# WHAT YOU NEED TO DO
Leave out the pictures and copy everything else in the records exactly.

# # #

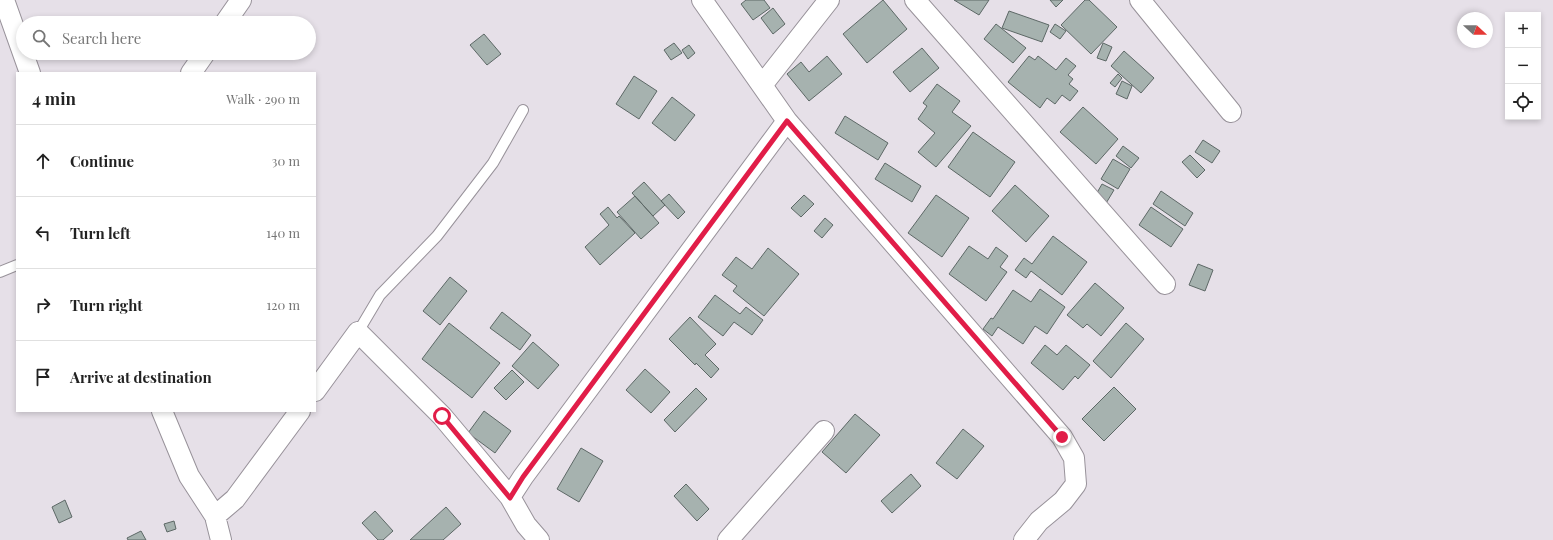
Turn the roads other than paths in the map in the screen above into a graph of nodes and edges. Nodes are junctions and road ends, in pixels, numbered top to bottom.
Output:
1 (4, 0) edge
2 (241, 0) edge
3 (702, 0) edge
4 (830, 0) edge
5 (915, 0) edge
6 (1140, 0) edge
7 (230, 16) edge
8 (16, 34) edge
9 (25, 60) edge
10 (200, 60) edge
11 (30, 72) edge
12 (192, 72) edge
13 (763, 84) junction
14 (523, 110) dead end
15 (1231, 112) dead end
16 (787, 121) junction
17 (16, 265) edge
18 (0, 272) edge
19 (1165, 284) dead end
20 (358, 332) junction
21 (316, 389) edge
22 (162, 412) edge
23 (299, 412) edge
24 (824, 431) dead end
25 (510, 498) junction
26 (218, 533) edge
27 (539, 540) edge
28 (728, 540) edge
29 (1024, 540) edge

1 - 8 street
2 - 7 street
3 - 13 street
4 - 13 street
5 - 19 street
6 - 15 street
9 - 11 street
10 - 12 street
13 - 16 street
14 - 20 lane
16 - 25 street
16 - 29 street
17 - 18 lane
20 - 21 street
20 - 25 street
22 - 26 street
23 - 26 street
24 - 28 street
25 - 27 street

# # #

# ANSWER TO THIS EXERCISE
Turn the roads other than paths in the map in the screen above into a graph of nodes and edges. Nodes are junctions and road ends, in pixels, numbered top to bottom.
Output:
1 (4, 0) edge
2 (241, 0) edge
3 (702, 0) edge
4 (830, 0) edge
5 (915, 0) edge
6 (1140, 0) edge
7 (230, 16) edge
8 (16, 34) edge
9 (25, 60) edge
10 (200, 60) edge
11 (30, 72) edge
12 (192, 72) edge
13 (763, 84) junction
14 (523, 110) dead end
15 (1231, 112) dead end
16 (787, 121) junction
17 (16, 265) edge
18 (0, 272) edge
19 (1165, 284) dead end
20 (358, 332) junction
21 (316, 389) edge
22 (162, 412) edge
23 (299, 412) edge
24 (824, 431) dead end
25 (510, 498) junction
26 (218, 533) edge
27 (539, 540) edge
28 (728, 540) edge
29 (1024, 540) edge

1 - 8 street
2 - 7 street
3 - 13 street
4 - 13 street
5 - 19 street
6 - 15 street
9 - 11 street
10 - 12 street
13 - 16 street
14 - 20 lane
16 - 25 street
16 - 29 street
17 - 18 lane
20 - 21 street
20 - 25 street
22 - 26 street
23 - 26 street
24 - 28 street
25 - 27 street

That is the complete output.